Please copy every line below that contains the string "Grande".

-- Data to process follows --

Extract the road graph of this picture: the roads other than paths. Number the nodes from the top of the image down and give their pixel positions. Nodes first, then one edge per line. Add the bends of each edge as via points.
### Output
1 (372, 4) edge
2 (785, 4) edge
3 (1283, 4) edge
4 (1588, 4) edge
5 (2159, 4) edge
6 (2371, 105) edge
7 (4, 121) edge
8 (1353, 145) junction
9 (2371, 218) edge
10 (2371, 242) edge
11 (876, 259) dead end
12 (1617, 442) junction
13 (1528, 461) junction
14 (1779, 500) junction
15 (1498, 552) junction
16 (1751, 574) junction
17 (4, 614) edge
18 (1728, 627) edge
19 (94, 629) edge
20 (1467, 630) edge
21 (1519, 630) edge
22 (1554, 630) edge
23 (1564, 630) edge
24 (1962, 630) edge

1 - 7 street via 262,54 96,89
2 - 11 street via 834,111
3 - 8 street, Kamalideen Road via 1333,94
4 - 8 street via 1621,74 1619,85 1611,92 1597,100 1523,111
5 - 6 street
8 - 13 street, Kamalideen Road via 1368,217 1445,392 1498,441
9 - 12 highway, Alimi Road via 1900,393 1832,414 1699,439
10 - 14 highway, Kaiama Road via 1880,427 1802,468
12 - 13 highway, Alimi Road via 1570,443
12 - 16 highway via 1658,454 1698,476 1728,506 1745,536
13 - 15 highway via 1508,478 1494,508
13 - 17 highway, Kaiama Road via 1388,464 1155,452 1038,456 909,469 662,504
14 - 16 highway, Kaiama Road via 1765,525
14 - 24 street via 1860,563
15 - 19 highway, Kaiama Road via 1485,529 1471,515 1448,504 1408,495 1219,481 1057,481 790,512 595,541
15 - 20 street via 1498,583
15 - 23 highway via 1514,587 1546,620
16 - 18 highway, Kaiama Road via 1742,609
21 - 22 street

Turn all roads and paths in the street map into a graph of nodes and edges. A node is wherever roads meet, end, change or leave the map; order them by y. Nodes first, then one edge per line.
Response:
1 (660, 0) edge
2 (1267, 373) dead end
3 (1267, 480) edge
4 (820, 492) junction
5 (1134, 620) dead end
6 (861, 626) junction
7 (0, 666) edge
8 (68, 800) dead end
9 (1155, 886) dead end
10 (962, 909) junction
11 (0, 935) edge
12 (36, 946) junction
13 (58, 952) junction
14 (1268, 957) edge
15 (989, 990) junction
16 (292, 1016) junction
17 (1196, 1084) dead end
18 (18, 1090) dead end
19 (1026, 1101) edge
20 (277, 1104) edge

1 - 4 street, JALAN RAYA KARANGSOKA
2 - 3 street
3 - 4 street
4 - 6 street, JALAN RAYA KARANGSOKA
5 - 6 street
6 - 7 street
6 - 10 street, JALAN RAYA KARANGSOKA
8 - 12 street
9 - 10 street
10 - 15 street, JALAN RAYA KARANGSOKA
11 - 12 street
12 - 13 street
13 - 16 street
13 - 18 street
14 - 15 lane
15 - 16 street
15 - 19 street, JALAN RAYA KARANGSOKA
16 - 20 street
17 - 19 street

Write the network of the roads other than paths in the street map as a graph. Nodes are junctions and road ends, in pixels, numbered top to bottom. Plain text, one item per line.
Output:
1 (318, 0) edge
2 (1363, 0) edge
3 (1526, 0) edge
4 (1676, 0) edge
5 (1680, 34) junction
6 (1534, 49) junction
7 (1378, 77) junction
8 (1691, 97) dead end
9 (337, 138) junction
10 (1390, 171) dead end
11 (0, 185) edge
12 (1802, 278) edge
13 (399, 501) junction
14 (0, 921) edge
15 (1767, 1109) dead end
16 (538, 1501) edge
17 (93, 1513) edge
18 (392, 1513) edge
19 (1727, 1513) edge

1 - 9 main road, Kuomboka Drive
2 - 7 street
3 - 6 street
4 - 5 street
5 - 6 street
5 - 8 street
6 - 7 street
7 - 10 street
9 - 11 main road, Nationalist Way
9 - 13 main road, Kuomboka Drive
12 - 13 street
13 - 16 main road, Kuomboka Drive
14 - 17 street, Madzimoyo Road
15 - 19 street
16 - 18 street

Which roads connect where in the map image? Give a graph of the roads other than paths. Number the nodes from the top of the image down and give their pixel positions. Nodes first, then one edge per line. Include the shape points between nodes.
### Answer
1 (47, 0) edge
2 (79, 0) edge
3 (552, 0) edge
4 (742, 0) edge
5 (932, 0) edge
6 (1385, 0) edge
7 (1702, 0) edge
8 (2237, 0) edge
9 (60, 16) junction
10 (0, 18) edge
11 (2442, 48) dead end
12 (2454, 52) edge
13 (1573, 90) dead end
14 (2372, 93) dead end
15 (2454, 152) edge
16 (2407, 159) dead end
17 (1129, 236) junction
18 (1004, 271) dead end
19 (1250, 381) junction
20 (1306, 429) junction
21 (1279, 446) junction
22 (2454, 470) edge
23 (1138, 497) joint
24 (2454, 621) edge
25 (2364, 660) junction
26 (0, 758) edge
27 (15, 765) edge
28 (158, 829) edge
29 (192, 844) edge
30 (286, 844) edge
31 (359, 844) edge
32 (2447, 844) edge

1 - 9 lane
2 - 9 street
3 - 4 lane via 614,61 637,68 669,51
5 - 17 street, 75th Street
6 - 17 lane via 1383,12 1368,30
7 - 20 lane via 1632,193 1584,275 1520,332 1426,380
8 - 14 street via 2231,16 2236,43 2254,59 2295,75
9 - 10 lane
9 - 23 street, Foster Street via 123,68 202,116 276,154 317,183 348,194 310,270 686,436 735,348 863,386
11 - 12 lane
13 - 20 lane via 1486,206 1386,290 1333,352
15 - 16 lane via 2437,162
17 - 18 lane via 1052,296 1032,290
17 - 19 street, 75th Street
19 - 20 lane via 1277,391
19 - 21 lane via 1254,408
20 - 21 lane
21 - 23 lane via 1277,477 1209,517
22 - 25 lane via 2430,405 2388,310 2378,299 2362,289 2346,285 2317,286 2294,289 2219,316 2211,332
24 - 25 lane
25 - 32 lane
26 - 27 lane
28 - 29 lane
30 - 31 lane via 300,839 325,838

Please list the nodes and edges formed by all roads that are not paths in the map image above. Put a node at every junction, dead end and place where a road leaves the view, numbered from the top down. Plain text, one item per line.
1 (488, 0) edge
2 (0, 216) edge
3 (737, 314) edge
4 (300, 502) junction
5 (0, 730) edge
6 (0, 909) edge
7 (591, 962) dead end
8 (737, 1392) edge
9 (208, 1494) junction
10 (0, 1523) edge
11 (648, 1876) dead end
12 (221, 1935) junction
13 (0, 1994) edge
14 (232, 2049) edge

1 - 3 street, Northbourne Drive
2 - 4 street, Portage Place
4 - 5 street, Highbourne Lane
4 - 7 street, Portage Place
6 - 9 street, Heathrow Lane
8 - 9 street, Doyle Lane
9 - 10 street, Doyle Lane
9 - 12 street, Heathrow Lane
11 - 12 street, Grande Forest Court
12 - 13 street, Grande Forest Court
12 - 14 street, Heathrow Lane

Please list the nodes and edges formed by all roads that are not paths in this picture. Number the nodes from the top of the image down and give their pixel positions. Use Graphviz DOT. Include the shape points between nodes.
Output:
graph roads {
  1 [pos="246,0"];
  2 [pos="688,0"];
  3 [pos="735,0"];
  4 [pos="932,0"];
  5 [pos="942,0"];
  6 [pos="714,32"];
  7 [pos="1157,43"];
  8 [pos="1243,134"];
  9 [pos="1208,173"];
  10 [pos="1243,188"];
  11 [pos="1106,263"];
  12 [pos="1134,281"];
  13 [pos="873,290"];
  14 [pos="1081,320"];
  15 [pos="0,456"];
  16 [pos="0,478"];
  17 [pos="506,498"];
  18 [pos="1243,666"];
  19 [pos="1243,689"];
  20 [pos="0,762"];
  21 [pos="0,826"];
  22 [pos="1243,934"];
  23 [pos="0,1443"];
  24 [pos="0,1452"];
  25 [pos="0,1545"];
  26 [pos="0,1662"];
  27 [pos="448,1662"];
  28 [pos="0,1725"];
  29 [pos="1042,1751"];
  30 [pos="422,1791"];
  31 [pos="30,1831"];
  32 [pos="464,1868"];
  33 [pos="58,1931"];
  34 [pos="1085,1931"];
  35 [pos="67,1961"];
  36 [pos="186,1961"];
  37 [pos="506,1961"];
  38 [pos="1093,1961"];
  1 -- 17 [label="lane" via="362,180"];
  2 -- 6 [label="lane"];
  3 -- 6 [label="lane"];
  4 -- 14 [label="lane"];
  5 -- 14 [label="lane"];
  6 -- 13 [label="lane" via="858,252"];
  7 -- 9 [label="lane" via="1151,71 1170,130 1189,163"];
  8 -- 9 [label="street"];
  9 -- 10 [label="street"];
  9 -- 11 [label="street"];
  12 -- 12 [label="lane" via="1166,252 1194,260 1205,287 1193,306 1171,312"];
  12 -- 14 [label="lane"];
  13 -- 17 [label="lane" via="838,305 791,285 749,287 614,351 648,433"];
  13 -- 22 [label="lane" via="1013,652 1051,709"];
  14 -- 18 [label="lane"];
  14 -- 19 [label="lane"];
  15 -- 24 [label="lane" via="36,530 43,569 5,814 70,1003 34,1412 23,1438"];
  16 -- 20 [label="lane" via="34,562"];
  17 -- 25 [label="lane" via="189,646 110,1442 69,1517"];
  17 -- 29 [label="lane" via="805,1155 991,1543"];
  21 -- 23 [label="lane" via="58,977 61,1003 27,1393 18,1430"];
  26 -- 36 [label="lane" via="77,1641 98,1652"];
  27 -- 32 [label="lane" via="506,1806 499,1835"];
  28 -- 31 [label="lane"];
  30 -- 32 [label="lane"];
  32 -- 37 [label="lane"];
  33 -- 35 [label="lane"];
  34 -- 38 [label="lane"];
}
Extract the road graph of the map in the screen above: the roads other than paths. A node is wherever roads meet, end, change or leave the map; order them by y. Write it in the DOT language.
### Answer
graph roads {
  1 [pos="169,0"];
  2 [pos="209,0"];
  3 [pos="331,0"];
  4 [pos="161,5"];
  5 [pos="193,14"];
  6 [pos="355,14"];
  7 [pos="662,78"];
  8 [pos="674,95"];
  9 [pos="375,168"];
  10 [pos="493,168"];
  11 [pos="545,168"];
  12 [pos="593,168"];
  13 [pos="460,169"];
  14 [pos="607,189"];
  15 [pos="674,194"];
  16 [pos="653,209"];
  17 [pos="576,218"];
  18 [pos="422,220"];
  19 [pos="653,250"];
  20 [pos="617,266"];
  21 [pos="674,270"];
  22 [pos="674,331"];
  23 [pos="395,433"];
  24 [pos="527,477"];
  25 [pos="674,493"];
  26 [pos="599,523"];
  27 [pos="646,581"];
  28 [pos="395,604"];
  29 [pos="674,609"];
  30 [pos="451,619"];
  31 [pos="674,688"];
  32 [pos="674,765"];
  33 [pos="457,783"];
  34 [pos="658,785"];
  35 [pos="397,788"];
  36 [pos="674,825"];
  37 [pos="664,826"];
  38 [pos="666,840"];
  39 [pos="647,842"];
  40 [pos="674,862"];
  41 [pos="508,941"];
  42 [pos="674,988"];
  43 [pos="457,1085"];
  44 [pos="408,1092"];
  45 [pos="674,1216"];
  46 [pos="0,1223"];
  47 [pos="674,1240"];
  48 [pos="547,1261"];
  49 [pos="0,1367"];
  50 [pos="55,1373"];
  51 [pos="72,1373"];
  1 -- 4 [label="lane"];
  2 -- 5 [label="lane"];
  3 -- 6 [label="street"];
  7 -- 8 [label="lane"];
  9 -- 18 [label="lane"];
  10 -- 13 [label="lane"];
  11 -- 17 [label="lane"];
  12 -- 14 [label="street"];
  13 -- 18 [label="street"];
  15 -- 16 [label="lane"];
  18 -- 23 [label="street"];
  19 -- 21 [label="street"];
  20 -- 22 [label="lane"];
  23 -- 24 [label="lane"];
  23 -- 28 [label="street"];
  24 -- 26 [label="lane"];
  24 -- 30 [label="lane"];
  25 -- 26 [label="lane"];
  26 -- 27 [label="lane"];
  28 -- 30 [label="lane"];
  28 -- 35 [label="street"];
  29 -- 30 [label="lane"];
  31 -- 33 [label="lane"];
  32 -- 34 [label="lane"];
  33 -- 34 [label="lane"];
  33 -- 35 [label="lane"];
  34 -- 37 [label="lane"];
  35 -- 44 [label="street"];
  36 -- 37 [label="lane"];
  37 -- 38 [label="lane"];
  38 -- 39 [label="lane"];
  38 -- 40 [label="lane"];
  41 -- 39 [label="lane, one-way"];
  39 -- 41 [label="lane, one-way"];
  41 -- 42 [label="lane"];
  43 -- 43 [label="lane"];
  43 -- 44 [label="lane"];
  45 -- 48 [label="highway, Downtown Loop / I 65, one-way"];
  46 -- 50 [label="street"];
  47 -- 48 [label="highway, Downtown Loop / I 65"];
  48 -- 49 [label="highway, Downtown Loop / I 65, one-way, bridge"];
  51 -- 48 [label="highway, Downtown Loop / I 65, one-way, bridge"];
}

-- Data to process concluded --

**Exercise output**
11 - 12 street, Grande Forest Court
12 - 13 street, Grande Forest Court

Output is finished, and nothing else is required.